BEGIN

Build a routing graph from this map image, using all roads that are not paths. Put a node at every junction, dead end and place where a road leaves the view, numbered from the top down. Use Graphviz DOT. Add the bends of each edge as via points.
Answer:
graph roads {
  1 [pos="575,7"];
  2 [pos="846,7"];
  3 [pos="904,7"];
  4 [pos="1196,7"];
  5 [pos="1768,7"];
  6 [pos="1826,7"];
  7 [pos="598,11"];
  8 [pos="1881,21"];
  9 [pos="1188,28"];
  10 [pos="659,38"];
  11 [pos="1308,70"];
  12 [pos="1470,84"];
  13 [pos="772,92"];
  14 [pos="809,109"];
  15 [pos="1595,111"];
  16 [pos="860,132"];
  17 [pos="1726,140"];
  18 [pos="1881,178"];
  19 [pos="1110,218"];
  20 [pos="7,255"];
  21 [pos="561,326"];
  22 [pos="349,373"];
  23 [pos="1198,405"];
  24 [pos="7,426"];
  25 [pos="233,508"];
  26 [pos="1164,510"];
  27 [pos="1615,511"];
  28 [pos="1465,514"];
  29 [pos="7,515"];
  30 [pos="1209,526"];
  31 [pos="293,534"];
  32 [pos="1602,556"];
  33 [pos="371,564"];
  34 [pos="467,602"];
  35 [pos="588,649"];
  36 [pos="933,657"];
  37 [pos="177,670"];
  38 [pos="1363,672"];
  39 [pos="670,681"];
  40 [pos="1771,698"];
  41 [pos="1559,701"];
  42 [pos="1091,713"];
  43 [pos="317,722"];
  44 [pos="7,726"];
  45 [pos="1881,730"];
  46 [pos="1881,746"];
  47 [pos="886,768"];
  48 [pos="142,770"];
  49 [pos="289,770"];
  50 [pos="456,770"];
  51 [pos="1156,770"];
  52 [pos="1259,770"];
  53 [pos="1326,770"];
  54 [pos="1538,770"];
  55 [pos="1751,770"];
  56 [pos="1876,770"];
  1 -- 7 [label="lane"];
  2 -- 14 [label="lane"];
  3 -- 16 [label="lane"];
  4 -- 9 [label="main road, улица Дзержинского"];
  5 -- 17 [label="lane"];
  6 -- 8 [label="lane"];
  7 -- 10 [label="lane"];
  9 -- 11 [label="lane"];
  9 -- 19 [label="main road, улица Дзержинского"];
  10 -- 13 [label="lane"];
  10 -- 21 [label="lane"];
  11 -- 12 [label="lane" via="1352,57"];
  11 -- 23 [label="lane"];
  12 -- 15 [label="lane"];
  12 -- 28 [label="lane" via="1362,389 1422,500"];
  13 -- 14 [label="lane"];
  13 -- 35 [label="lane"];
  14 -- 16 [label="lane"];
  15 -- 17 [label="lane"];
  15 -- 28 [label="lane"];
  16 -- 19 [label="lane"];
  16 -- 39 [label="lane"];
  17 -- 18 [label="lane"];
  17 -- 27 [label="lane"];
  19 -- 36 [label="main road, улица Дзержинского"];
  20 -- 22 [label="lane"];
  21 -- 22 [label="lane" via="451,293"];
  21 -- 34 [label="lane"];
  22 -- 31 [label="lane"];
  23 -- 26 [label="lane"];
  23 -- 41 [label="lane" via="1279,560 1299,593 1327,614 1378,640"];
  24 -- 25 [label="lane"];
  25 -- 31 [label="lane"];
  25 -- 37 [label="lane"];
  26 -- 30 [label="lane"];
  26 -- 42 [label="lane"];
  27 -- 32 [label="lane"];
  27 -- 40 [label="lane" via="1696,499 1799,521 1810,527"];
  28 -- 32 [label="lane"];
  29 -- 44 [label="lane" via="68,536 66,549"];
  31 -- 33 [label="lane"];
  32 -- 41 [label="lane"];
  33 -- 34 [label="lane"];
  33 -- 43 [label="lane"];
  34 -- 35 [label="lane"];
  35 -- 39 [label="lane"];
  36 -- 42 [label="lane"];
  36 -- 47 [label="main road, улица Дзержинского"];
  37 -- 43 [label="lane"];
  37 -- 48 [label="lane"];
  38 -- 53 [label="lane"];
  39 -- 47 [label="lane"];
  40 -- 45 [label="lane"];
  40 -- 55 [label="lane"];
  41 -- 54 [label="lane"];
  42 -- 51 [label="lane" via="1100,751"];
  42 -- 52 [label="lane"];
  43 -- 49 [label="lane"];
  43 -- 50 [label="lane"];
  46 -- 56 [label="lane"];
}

END

● **Assigned task**:
Copy out all lines from the material above that contain the string "graph".

● **Solution to the exercise**:
Build a routing graph from this map image, using all roads that are not paths. Put a node at every junction, dead end and place where a road leaves the view, numbered from the top down. Use Graphviz DOT. Add the bends of each edge as via points.
graph roads {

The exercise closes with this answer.